Chairman of The Kirkuk Provincial Council
- Incumbent
- Assumed office 18 January 2024
- Governor: Mohammed Sama'an Rebwar Taha
- Deputy: Nashat Shahwez
- Preceded by: vacant

Personal details
- Born: 1980, Kirkuk
- Party: Independent
- Other political affiliations: Command Alliance (Al Qiyada) Sovereignty Alliance
- Occupation: Politician
- Profession: Engineer
- Website: mohammedalhafidh.com

= Mohammed Hafidh =

Iraqi Politician

Mohammed Ibrahim Hafidh (محمد إبراهيم الحافظ / محەممەد ئیبراهیم حافیز) (born 1980) is an iraqi politician, serving as the Chairman of The Kirkuk Provincial Council since August 18, 2024. He was elected as chairman following the Hotel Al-Rasheed Agreement

== Early life ==
Hafidh was born in 1980 in Kirkuk. Hafidh has a Bachelor's Degree in Civil Engineering.

== Career ==
=== 2023 Provincial Election ===
Hafidh ran in the 2023 Iraqi governorate elections in Kirkuk Governorate. He was the head of list for the Qiyada Party in Kirkuk and got 8,666 votes.

=== Council chairman ===
After the 2023 Iraqi governorate election, Hafidh secured a seat in the Kirkuk Provincial Council. He was elected as the chairman of the Kirkuk Provincial Council.

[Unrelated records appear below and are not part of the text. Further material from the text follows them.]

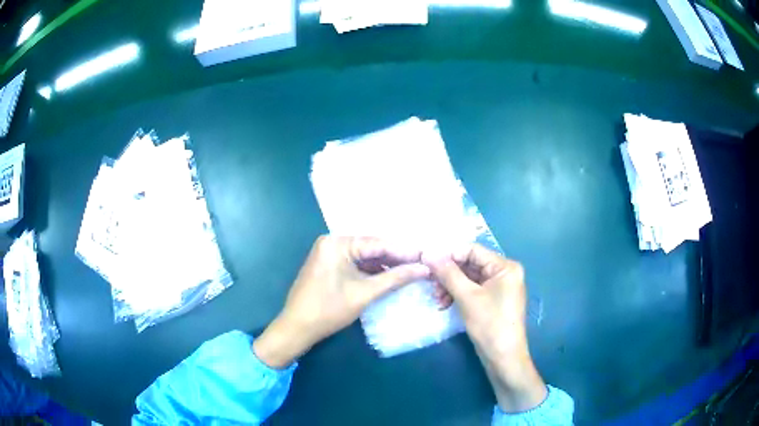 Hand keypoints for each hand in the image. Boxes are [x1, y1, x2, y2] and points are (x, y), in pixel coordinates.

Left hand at [253, 236, 429, 368]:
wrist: (297, 328)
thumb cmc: (329, 310)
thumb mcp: (365, 293)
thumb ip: (395, 278)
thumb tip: (423, 269)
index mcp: (337, 243)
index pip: (378, 243)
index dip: (404, 251)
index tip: (426, 256)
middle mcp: (332, 242)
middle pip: (371, 248)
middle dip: (395, 258)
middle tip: (421, 263)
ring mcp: (328, 253)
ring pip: (364, 257)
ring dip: (385, 265)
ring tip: (410, 270)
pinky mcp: (328, 265)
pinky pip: (354, 264)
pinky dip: (371, 271)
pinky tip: (389, 276)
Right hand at [424, 245, 546, 412]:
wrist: (503, 358)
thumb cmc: (489, 324)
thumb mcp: (467, 297)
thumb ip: (448, 273)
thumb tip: (429, 253)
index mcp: (505, 267)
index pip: (472, 250)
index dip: (449, 254)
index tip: (427, 262)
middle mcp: (504, 273)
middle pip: (470, 264)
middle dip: (448, 274)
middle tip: (430, 283)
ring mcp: (499, 287)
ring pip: (469, 278)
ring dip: (450, 286)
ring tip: (437, 299)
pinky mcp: (493, 300)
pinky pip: (472, 290)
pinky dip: (458, 295)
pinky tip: (444, 304) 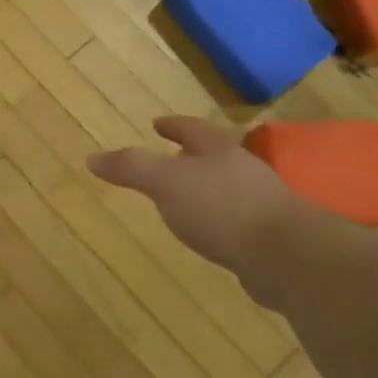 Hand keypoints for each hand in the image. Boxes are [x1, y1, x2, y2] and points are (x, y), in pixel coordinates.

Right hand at [88, 116, 310, 278]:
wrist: (285, 255)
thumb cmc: (221, 206)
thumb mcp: (165, 182)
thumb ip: (130, 168)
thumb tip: (91, 158)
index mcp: (218, 150)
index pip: (192, 129)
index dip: (173, 125)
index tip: (156, 123)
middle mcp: (242, 170)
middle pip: (213, 156)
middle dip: (190, 156)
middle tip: (168, 159)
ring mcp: (260, 203)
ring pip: (226, 188)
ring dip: (205, 189)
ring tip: (182, 199)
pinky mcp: (268, 236)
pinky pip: (236, 220)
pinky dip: (218, 221)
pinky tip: (207, 234) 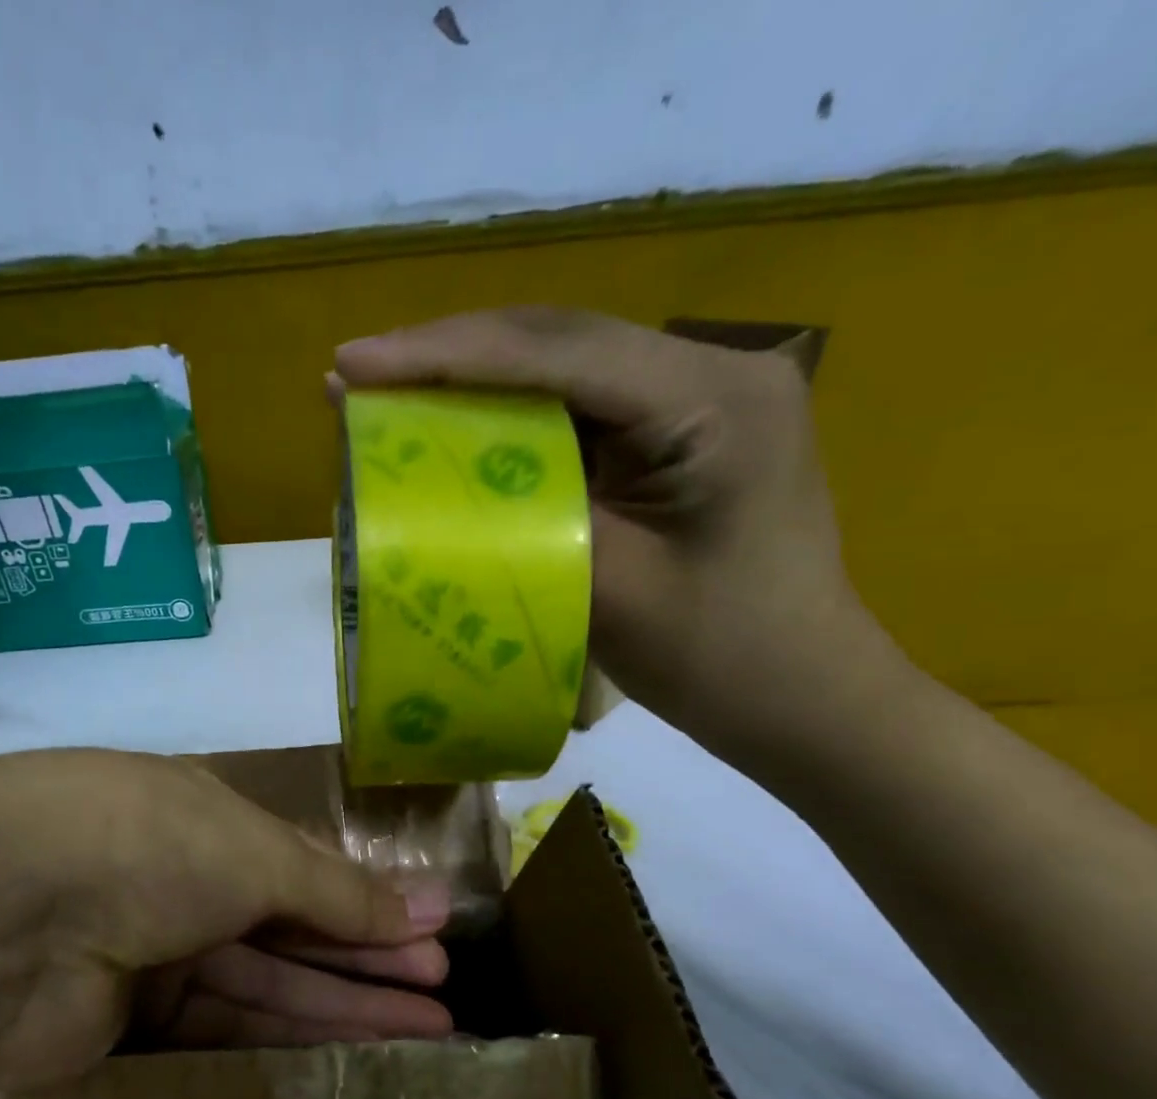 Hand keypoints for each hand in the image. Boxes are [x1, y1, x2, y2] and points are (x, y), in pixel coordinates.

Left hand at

== Sovereignty Alliance ==
Hafidh's party (Sovereignty Alliance) was a member of the Qiyada Alliance. The party announced that Hafidh had been expelled by the party on August 11, 2024, one day after he was nominated as chairman of the Kirkuk Pronvicial Council. This was due to his failure to adhere to the party's directives and attending the Hotel Al-Rasheed Agreement.